PAYE payments are calculated based on 10% of your discretionary income using the same definition that IBR plans use. After 20 years of payments on your PAYE plan, your student loans are forgiven.

Revised pay as you earn repayment plan (REPAYE)

This is the newest IDR plan which was released in 2015. It’s very similar to other IDR plans. Just like the PAYE plan, it’s payments are based on 10% of your discretionary income. Again, like PAYE, after 20 years of payments, your undergraduate student loans are forgiven. However, if you have graduate student loans, those aren’t forgiven until you 25 years of payments.

Because of this, if you do qualify for PAYE and have graduate student loans, the PAYE repayment plan would be a better option since your loans will be forgiven 5 years earlier.
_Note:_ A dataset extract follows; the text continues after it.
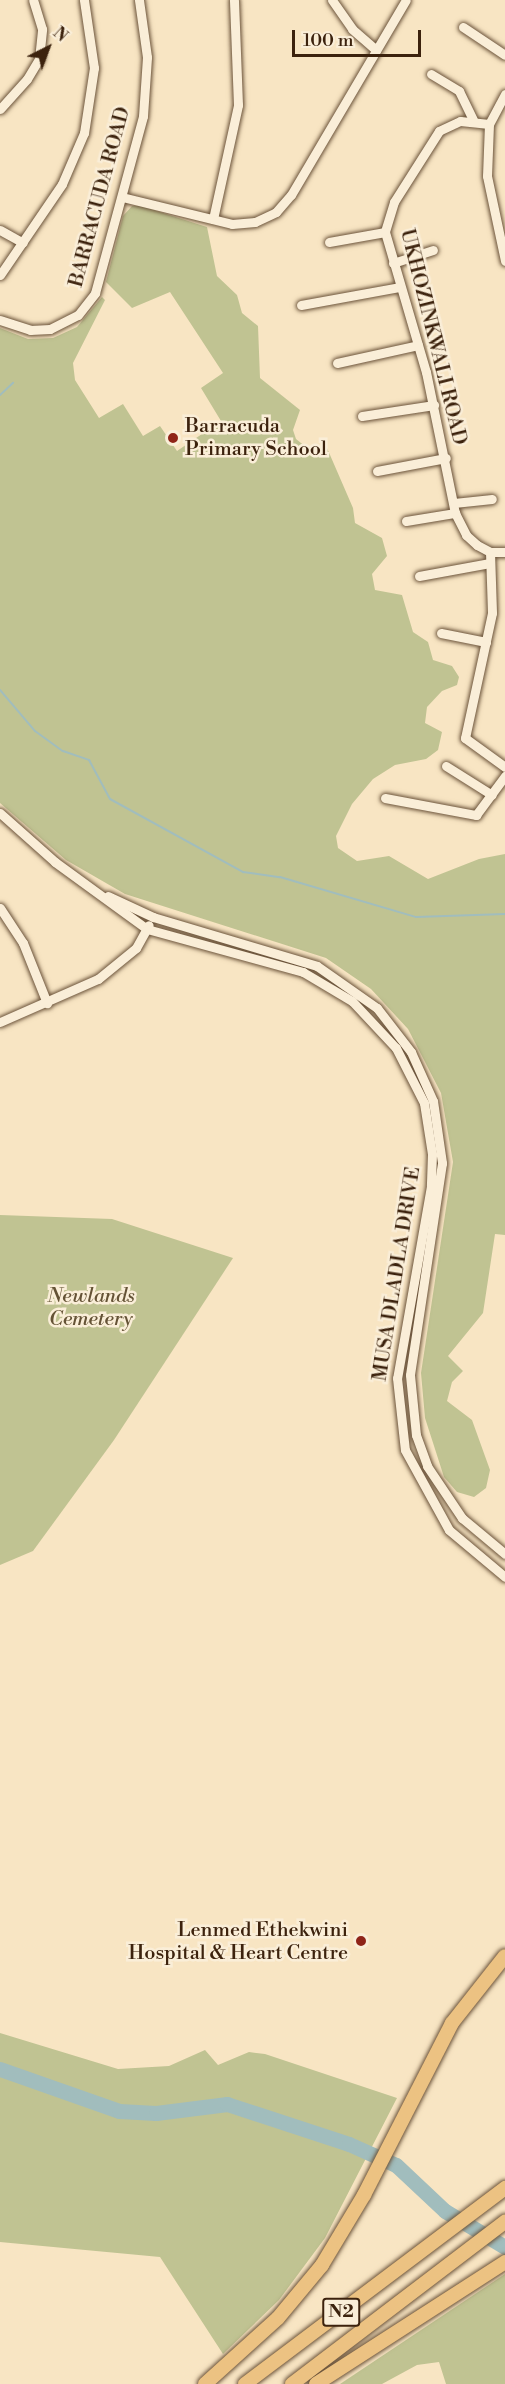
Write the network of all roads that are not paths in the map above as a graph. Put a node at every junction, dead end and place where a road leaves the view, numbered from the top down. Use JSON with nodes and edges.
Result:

The REPAYE plan has the best interest benefits of all IDR plans. Any interest, for the first three years, that isn’t covered by your payments is paid by the government. After those three years are up, 50% of any interest that isn’t covered by your payments will be paid by the government for the duration of your REPAYE plan.

How to apply for any IDR plan

If you have Direct loans, you can apply for any IDR plan electronically at www.studentloans.gov. Your servicer will also have forms available on their website.

What if I have Parent PLUS loans?

Parent PLUS loans don’t qualify for any IDR plan. However, if you consolidate your student loans under the Direct program, you will be able to qualify for the ICR plan. This could be a very good idea if you have parent plus loans and are having trouble making your payments.

Borrower Defense to Repayment Loan Forgiveness

This is an interesting forgiveness program. If you believe you were charged tuition and your school didn’t uphold their end of the bargain, you may qualify for borrower defense to repayment loan forgiveness.

If the school misled you or violated specific state laws and you can prove it then you may be able to get your whole student loan forgiven. According to studentaid.org, this is how you qualify:

“ …you may be eligible for borrower defense to repayment forgiveness of the federal student loans that you took out to attend a school if that school misled you, or engaged in other misconduct in violation of certain state laws. Specifically, you may assert borrower defense by demonstrating that the school, through an act or omission, violated state law directly related to your federal student loan or to the educational services for which the loan was provided. You may be eligible for borrower defense regardless of whether your school closed or you are otherwise eligible for loan forgiveness under other laws.”

How to apply for borrower defense to repayment loan forgiveness program?

You can apply electronically online here.

Which student loan forgiveness program is best for you?

The best student loan forgiveness program for you is very dependent on your situation – whether you can make payments or not, whether you have other debt or not, or a myriad of other factors.

I hope that after reading this post you have a better understanding of your options regarding student loans and forgiveness.